The BBC reported last week that over 100 people were ‘harmed’ after being left on waiting lists at the hospital for over one year.
It is for these reasons now that David and a number of other people now wish to set up a support group in Kettering for people who have been affected by this.
“I’m setting up a support group in Kettering to keep it in the public domain. They’re going to put flyers through homes in Kettering, and get people to share stories if they have had adverse outcomes from the hospital.”
But that’s not all. He is also hoping to get the help of MEP Ming Flanagan to set up a group for whistleblowers in the Republic of Ireland, including Maurice McCabe, Vicky Phelan and the daughters of James O’Reilly who was recently convicted of abusing his seven daughters.
David explained: “I want to get all parties involved, I will personally speak to every single TD and try and speak to Maurice McCabe, and Vicky Phelan and those seven traveller ladies.
“I want to try and use this to get an organisation in place so that people who are isolated and on their own will have someone to support them, to listen to them, to signpost them to the relevant authorities,” he said.

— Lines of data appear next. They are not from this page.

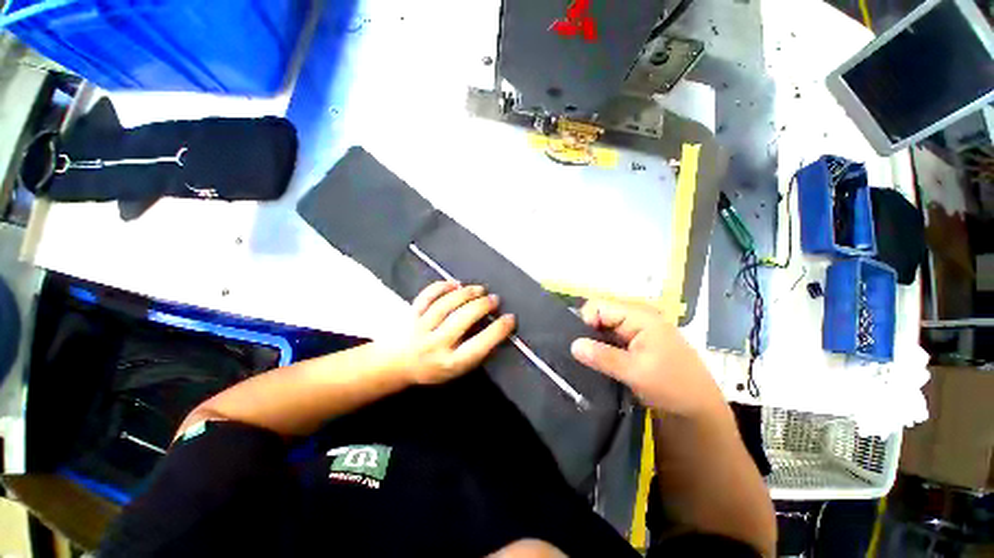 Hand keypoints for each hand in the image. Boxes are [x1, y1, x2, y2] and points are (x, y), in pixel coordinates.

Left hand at [398, 281, 514, 384]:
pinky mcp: (411, 314)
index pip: (479, 345)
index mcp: (450, 363)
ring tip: (480, 289)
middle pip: (462, 319)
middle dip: (482, 306)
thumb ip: (474, 351)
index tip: (510, 318)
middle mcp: (435, 345)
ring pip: (445, 305)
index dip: (498, 330)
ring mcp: (420, 328)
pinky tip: (455, 284)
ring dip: (466, 294)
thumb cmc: (433, 368)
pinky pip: (427, 296)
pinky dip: (442, 286)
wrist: (396, 365)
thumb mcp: (457, 368)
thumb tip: (495, 327)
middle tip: (494, 299)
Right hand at [570, 299, 724, 417]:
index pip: (599, 306)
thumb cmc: (672, 386)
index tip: (580, 344)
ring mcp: (636, 331)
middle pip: (600, 315)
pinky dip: (602, 349)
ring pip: (604, 328)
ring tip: (587, 360)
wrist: (699, 409)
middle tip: (581, 355)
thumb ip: (603, 356)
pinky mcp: (635, 344)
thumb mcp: (635, 372)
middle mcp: (636, 318)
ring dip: (595, 343)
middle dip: (588, 333)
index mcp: (639, 316)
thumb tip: (573, 345)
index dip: (585, 320)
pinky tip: (597, 363)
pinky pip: (611, 340)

He has been through the mill after he bravely decided to make these allegations against the hospital.
“You need a certain personality type, five years on to still be standing. I’m very resilient, some might say I’m pushy but if I wasn’t knocking on doors, being pushy, being resilient, I wouldn’t be here today.”
And despite everything he has happened, including losing his job and now being homeless, he has no regrets whatsoever about blowing the whistle.
“Even though I am sleeping in the back of my Ford Transit van but it will be fine because the truth will come out.
“If you asked me do I regret it I would say unequivocally ‘no’.
“Because of my actions and the other people who whistleblow, we have saved hundreds, if not thousands of lives.
“That’s a price worth paying,” he added.
he police forces’ economic crimes unit is understood to be leading the investigation into the claims of David Phelan and the other whistleblowers involved.
For now, all David can do is wait and see what happens as it is expected to take some time for the investigation to be completed.